Filing and Record Steps For New Companies

A company claiming SUTE must still file Form C-S, Form C-S (Lite), or Form C by the filing due date to confirm eligibility and claim the exemption. IRAS states that the Corporate Income Tax Return filing due date is 30 November.

New companies should also prepare management accounts, tax computation, shareholder records, tax residency support, revenue schedules, expense support, and any capital allowance workings. This keeps the claim clean and reduces back-and-forth during filing.

Conclusion

Startup Tax Exemption Singapore SUTE can reduce tax for qualifying new companies during the first 3 consecutive YAs, but founders should understand the limits clearly. 

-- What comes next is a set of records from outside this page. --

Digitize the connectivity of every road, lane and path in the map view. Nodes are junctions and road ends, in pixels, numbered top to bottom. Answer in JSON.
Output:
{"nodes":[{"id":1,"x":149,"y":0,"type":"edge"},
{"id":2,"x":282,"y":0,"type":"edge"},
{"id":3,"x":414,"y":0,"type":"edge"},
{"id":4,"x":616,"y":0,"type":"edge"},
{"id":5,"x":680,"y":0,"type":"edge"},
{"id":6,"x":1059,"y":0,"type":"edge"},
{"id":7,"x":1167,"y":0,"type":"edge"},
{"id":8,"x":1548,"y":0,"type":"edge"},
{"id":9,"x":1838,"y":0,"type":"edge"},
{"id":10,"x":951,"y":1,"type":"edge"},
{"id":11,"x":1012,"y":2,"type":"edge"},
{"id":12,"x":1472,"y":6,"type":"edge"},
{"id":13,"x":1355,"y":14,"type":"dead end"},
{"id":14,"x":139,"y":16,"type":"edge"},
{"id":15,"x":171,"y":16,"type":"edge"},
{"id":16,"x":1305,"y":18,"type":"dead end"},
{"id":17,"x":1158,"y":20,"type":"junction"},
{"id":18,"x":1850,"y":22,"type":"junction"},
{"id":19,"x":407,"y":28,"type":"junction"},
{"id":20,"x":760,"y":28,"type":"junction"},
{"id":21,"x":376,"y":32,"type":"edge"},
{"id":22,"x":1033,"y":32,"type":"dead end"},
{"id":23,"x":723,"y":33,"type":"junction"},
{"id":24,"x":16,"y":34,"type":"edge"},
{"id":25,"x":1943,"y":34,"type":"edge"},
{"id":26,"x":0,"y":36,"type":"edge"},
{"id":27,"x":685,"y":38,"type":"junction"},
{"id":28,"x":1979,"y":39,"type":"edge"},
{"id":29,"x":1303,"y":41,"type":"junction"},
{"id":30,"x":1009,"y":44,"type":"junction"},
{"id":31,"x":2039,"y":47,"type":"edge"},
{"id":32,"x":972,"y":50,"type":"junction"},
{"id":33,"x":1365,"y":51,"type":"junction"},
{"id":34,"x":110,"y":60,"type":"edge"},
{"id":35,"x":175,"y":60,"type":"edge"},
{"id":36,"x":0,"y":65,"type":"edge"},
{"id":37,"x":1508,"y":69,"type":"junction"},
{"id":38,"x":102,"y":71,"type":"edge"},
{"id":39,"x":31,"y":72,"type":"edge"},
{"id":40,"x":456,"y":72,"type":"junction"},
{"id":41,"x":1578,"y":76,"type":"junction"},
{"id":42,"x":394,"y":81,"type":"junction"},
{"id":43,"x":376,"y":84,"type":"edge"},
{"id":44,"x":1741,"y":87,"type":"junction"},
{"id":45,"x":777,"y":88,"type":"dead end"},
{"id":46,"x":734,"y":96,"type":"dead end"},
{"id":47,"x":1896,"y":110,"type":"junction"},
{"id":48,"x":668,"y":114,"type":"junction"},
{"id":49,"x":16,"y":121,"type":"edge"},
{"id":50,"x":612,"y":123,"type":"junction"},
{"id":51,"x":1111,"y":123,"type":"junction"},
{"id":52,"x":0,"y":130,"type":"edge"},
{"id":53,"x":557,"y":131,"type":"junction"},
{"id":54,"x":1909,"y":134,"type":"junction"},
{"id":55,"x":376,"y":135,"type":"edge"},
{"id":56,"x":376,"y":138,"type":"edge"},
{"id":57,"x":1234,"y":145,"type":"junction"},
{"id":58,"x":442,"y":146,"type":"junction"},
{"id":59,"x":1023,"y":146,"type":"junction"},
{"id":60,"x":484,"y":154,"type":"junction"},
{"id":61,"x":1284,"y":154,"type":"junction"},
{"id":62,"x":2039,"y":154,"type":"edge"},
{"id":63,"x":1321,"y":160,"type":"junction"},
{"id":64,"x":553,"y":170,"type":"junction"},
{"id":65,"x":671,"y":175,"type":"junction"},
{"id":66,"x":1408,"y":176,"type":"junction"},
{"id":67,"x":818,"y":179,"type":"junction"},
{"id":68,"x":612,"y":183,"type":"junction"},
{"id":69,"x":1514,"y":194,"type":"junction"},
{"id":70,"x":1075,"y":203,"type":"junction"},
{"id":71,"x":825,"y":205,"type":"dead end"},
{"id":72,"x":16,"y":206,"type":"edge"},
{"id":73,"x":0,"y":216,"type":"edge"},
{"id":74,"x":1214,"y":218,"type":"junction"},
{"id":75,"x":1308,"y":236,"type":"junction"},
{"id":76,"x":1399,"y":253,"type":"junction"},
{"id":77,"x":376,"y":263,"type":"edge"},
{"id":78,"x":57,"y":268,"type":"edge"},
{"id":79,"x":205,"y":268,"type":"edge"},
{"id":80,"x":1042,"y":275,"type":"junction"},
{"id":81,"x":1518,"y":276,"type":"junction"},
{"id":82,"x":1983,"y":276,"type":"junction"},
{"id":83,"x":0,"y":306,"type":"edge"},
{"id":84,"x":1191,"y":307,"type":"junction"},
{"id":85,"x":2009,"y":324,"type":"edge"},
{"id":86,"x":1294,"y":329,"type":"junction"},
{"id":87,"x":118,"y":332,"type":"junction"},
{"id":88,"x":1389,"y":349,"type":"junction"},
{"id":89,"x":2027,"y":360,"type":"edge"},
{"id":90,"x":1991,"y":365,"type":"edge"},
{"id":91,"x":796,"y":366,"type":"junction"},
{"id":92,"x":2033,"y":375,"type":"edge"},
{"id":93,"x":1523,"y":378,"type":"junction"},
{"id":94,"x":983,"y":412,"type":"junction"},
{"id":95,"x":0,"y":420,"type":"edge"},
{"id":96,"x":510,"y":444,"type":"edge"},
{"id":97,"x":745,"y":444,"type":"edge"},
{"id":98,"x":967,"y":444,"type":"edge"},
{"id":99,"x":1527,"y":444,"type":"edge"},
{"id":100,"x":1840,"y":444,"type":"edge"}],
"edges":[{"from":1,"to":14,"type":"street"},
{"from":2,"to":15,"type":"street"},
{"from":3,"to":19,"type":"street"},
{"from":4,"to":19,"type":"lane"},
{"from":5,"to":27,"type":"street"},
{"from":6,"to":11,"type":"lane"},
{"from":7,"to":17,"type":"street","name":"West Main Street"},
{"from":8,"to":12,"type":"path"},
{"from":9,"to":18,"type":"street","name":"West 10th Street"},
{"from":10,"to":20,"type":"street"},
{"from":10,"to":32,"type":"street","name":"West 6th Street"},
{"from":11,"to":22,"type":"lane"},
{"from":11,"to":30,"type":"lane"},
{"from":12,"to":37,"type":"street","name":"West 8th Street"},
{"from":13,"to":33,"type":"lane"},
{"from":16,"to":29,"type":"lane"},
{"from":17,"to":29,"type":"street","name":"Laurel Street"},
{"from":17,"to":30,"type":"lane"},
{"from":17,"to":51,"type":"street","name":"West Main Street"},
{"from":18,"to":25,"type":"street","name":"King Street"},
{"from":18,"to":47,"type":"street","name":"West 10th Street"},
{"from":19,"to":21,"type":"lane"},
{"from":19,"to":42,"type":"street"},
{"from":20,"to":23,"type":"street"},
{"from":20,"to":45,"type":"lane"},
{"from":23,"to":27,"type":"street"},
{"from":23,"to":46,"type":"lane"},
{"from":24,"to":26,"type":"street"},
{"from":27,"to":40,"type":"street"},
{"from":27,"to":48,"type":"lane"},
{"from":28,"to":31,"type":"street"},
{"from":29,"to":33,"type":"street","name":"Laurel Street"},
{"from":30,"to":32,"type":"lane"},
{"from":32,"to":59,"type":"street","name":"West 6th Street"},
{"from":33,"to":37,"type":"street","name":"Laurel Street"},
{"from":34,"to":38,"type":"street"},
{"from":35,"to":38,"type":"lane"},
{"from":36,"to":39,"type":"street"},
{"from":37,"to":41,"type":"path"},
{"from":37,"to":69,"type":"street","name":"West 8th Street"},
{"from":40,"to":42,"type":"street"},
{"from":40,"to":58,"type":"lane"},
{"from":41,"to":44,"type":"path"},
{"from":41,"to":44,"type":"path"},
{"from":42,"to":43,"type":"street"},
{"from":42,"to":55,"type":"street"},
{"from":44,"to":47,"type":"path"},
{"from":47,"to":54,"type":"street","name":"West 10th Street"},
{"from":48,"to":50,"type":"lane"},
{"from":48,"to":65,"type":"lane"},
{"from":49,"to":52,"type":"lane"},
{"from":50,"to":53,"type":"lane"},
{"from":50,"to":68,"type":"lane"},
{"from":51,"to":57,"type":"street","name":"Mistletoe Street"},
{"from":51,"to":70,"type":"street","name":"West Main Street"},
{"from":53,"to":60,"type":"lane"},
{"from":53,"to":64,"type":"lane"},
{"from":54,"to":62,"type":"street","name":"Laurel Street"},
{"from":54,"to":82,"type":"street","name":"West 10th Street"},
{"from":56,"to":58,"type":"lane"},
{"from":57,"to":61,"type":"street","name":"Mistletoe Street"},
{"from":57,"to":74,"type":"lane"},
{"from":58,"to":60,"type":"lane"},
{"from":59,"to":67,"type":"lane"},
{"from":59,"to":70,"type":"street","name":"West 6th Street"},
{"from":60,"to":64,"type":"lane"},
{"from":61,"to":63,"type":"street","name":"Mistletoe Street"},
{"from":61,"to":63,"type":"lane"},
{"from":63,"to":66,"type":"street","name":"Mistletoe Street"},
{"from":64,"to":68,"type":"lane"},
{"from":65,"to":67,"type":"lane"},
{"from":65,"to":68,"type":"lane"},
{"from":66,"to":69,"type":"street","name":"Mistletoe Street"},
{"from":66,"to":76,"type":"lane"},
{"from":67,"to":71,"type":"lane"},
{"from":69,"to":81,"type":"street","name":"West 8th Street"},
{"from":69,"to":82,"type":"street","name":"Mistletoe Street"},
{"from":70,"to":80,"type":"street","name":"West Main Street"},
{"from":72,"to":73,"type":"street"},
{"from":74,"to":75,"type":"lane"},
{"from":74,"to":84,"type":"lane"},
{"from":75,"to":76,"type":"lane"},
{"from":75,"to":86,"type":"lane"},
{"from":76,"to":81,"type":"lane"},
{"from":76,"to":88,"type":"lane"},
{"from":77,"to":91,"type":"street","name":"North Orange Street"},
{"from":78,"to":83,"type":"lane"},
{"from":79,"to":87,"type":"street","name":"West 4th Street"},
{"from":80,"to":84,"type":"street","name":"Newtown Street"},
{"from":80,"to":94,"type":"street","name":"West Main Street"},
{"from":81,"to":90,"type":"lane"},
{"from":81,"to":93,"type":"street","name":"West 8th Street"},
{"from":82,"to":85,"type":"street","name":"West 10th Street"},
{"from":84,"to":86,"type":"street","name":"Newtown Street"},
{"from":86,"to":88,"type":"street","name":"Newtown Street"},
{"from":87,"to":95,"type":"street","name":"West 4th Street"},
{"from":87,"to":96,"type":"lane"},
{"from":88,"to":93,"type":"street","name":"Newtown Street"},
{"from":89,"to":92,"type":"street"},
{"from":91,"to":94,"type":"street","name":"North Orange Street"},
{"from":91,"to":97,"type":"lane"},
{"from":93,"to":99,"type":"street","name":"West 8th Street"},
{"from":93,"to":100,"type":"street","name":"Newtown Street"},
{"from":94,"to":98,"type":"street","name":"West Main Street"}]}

A strong SUTE claim works best when tax residency, shareholder records, and filing documents are reviewed early, and the expert team at Arnifi helps companies build that setup. With the right structure, founders can use Singapore’s start-up tax relief properly while keeping records ready for filings, funding discussions, and long-term growth.

FAQs

1. What Is SUTE In Singapore?

SUTE is the Start-Up Tax Exemption scheme for qualifying new Singapore companies. It gives tax exemption on part of the company’s normal chargeable income during its first 3 consecutive YAs.

2. How Much Exemption Can A Start-Up Get Under SUTE?

For YA 2020 onward, a qualifying company can get 75% exemption on the first S$100,000 and 50% exemption on the next S$100,000 of normal chargeable income. The maximum exempt income is S$125,000 per YA.

3. What Are The Shareholder Conditions For SUTE?

The company must have no more than 20 shareholders throughout the basis period for that YA. All shareholders must be individuals, or at least one individual shareholder must hold at least 10% of the issued ordinary shares.

4. Does A Company Need To File A Tax Return To Claim SUTE?

Yes. A qualifying company must file Form C-S, Form C-S (Lite), or Form C by the filing due date to confirm eligibility and claim the exemption.